Они беседуют с ним о его будущем, они заставляют его делать гимнастику, которая подготовит его к этому будущему, они гонят его из постели; но для него нет будущего, дверь в будущее закрыта.
Если бы существовал какой-нибудь способ покончить с собой с помощью чисто мыслительного акта, он бы немедленно это сделал, без какой-либо суеты. В памяти у него полно историй о людях, которые покончили с собой: они методично оплачивают счета, пишут прощальные записки, сжигают старые любовные письма, прикрепляют ярлычки к ключам, а затем, как только все приведено в порядок, надевают свое лучшее воскресное платье и проглатывают таблетки, заготовленные для этого случая; потом они ложатся на аккуратно застеленную кровать и придают лицу подобающее выражение. Все они — герои, не воспетые, безвестные: «Я исполнен решимости не доставлять никаких хлопот». Единственный вопрос, который они не могут уладить, — это тело, остающееся после них, могильный холмик плоти, который через пару дней начинает издавать зловоние. Если бы только это было возможно, если бы только это было позволено, они бы отправились на такси в крематорий и, устроившись перед роковой дверью, проглотили свои таблетки и, пока еще не потускнело сознание, нажали бы на кнопку, которая отправила бы их в огонь и позволила вынырнуть на другом конце в виде горсточки пепла, почти невесомого.
Он убежден, что, если бы это было возможно, он покончил бы с собой прямо сейчас. Однако даже в тот момент, когда ему приходит в голову эта мысль, он знает, что не сделает ничего подобного.
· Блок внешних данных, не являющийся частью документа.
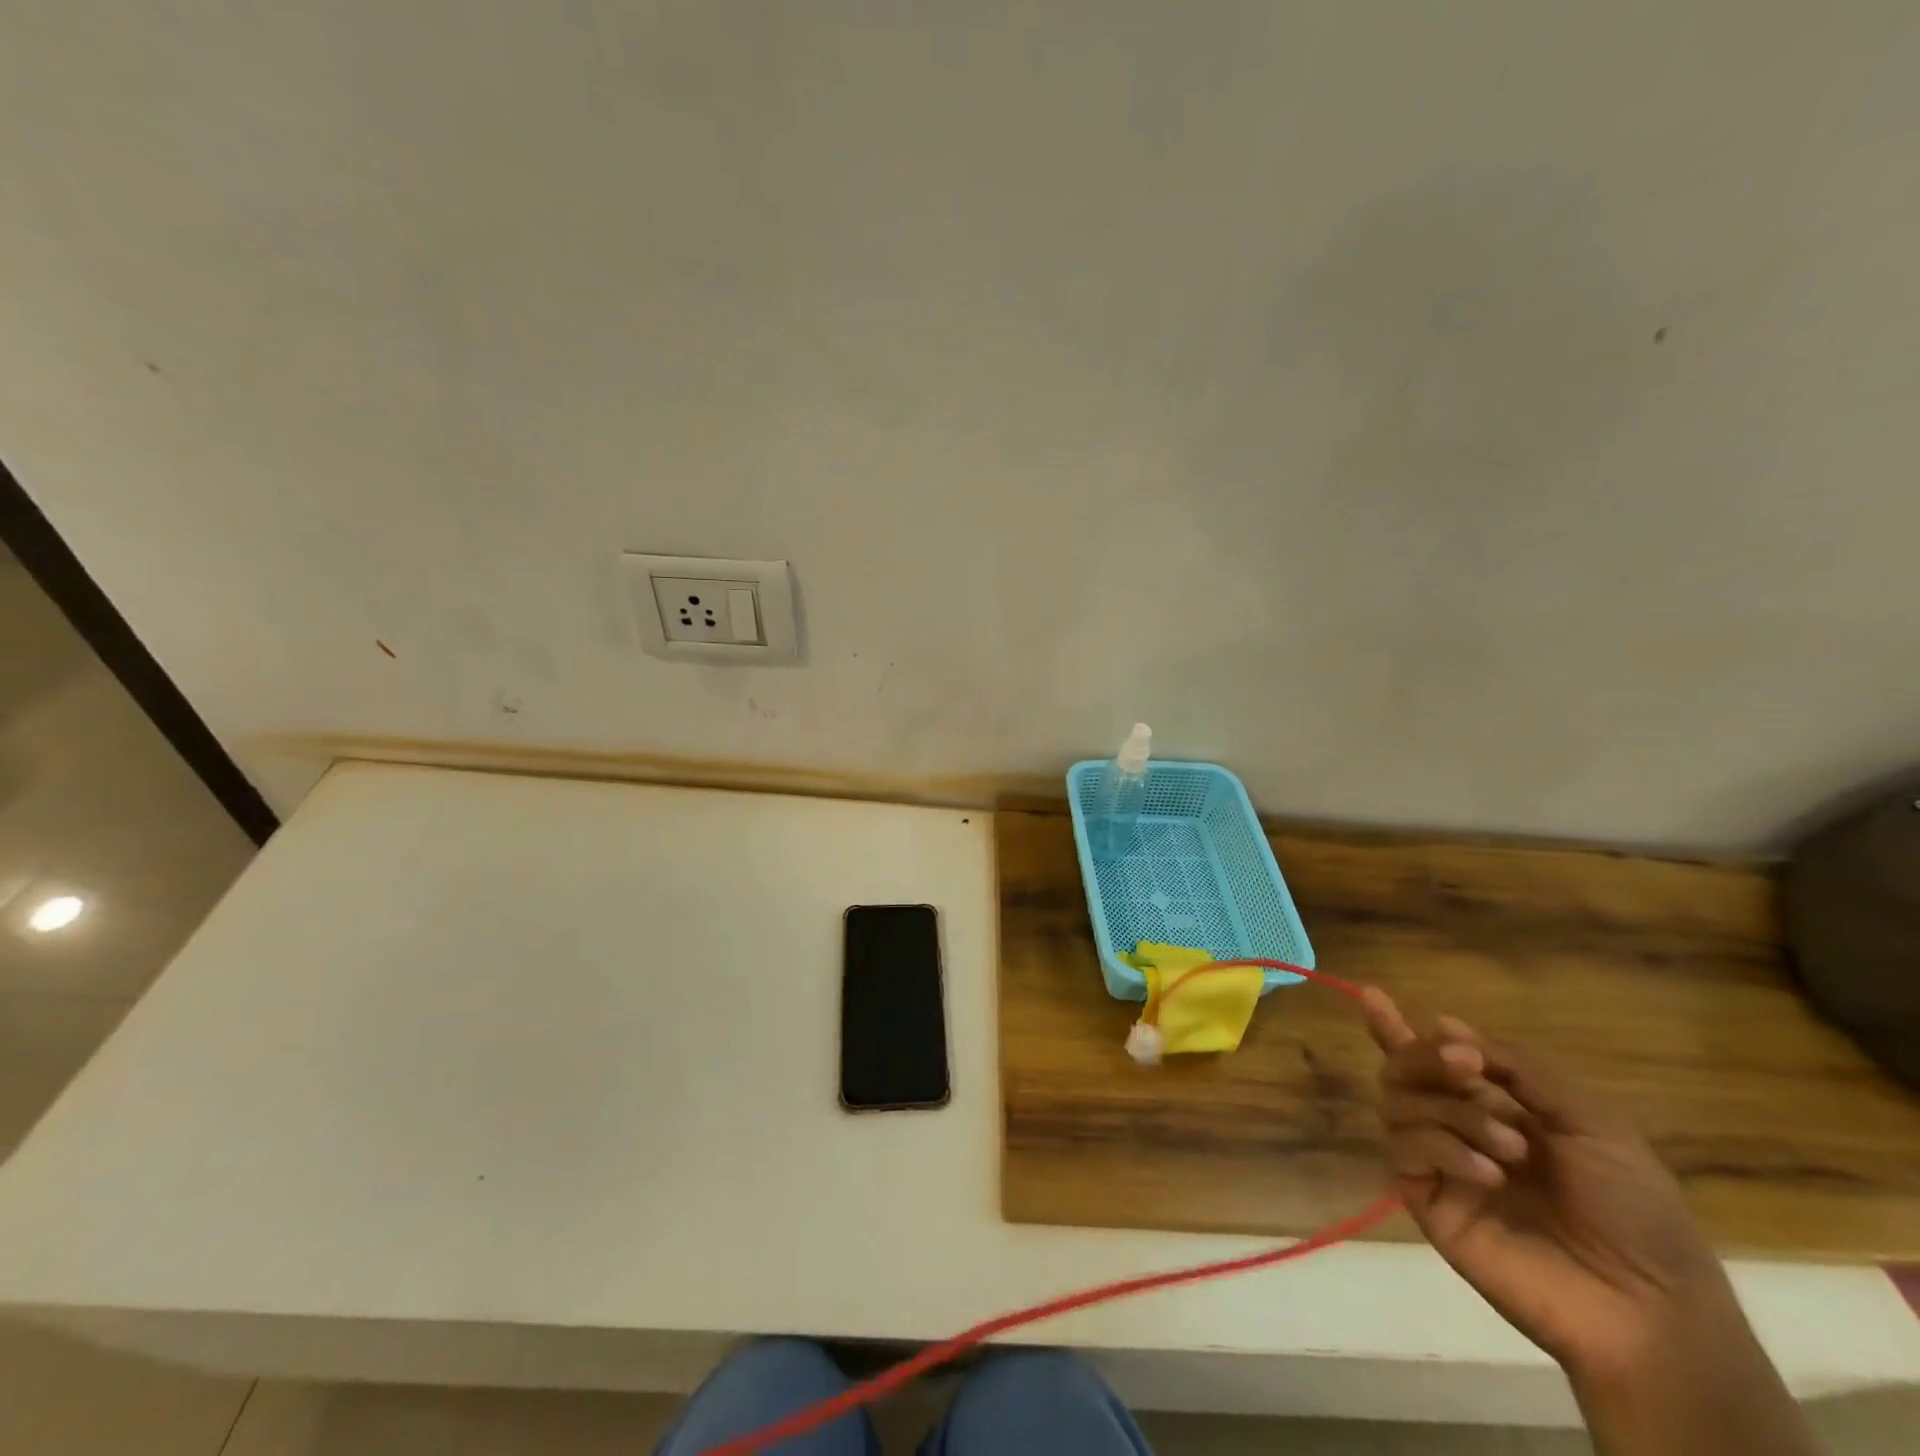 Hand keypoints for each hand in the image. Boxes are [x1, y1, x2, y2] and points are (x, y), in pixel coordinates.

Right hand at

Ведь только боль и бесконечные бессонные ночи в больнице — этой зоне унижения, где не спрятаться от безжалостного взгляда молодых, — заставляют его желать смерти.
Смысл, заключенный в словах «холост, одинок, один», особенно четко доводят до него в конце второй недели пребывания в царстве белизны.
— У вас нет семьи? — осведомляется ночная сиделка Дженет, та, что позволяет себе добродушно подшучивать над ним. — У вас нет друзей? — Она морщит нос, когда говорит это, как будто он их всех разыгрывает.
— У меня вполне достаточно друзей, — отвечает он. — Я же не Робинзон Крузо. Просто я не хочу никого из них видеть.
— Если бы вы повидались с друзьями, то почувствовали бы себя лучше, — заявляет она. — Это подняло бы вам настроение. Я уверена.